Water is the most common and important substance, but it is also considered the hardest to understand. Density is a prime example. Most liquids become denser as the temperature drops and their molecules pack more tightly, but water becomes most compact at 4 degrees Celsius and then, as it gets colder, turns looser instead. Rivers and lakes freeze from the surface down rather than from the bottom up in winter because of this property. Colder water at the surface is lighter and stays on top, and as the top freezes first, liquid water remains below.
To explain these unique properties of water, scientists have proposed a hypothesis for about 30 years. Water is not a single uniform liquid but can switch between a high-density liquid state, where molecules are packed more tightly, and a low-density liquid state, where they are arranged more loosely. According to this hypothesis, as water cools it first becomes denser like other liquids, but below a certain temperature the proportion of the low-density state begins to grow. Based on this, it becomes possible to explain why the overall density peaks around 4 degrees Celsius and then decreases again at lower temperatures.
The crux of testing this hypothesis was whether a liquid–liquid critical point actually exists.
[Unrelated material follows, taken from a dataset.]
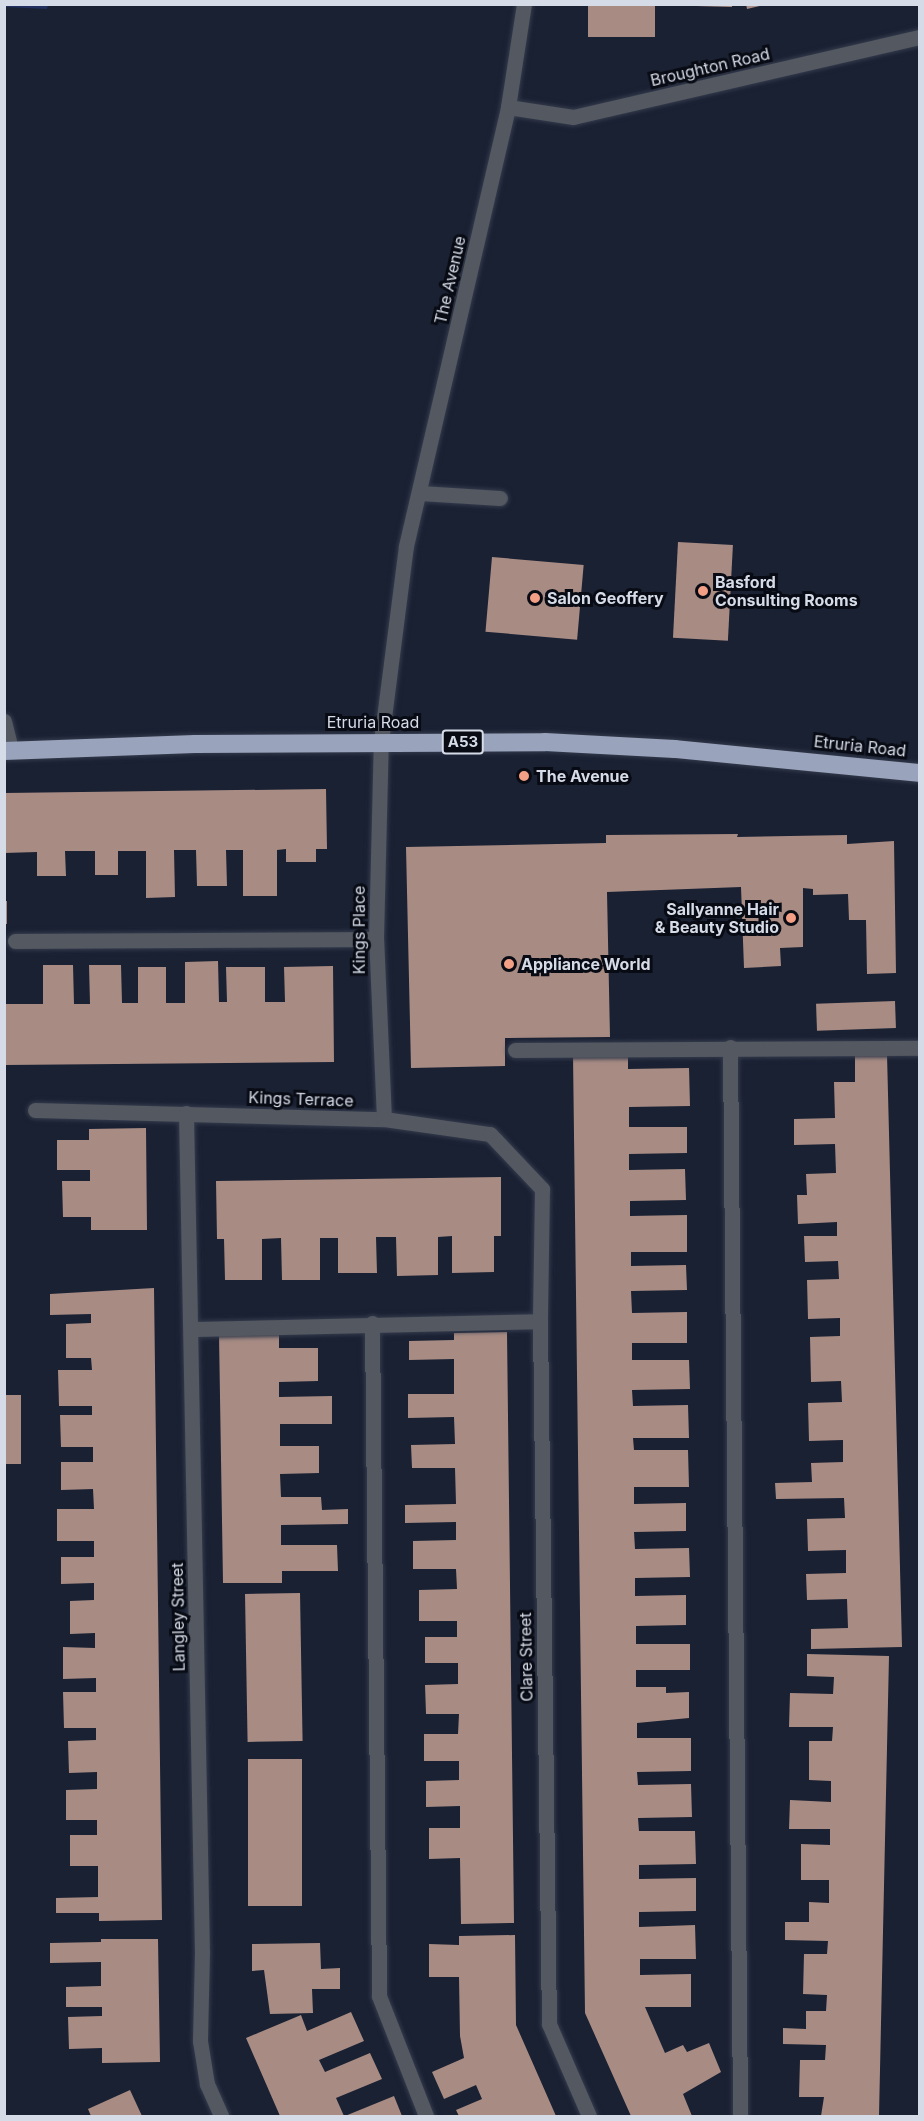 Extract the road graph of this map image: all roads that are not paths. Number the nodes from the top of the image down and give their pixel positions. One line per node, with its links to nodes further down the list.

At very low temperatures and high pressures, the two liquid states are distinctly separated, but at a certain temperature and pressure, the boundary between them disappears and they appear as a single liquid—this point is called the liquid–liquid critical point.
Simulations and theoretical studies have suggested the possibility of a liquid–liquid critical point near minus 60 degrees Celsius under high pressure. However, because water freezes extremely quickly in the cryogenic regime, it has been difficult to confirm this directly through experiments. There had been no decisive experimental evidence to support or refute its existence.
Professor Kim's team has pursued this critical point for the past 10 years. In 2017, they measured, for the first time in the world, water that did not freeze even below minus 45 degrees Celsius, and in 2020 they extended the observation range to minus 70 degrees Celsius, showing that water can indeed have two liquid states. In this study, they went further and directly captured where the two liquid states merge into one.
The team created an extremely small amount of unfrozen water at minus 70 degrees Celsius and tracked molecular motion in units of one-tenth of a trillionth of a second. As a result, they confirmed that the point at which water's two liquid states begin to merge into a single phase—the liquid–liquid critical point—exists around minus 60 degrees Celsius (with an error of ±8 degrees). They provided experimental grounds for a hypothesis that had been proposed only in theory for decades.
Professor Kim said, "Through 10 years of research, we have added weight to the hypothesis that room-temperature water is in a state where the boundary between high-density water and low-density water has disappeared, and that water's unique properties emerge as the ratio of the two states changes with temperature," adding, "A more accurate understanding of water's characteristics can ultimately improve accuracy across industry and research."
The team plans to further narrow down the location of the proposed critical point through an experiment at the Pohang 4th-generation accelerator in May.
References
Science (2026), DOI: https://doi.org/10.1126/science.aec0018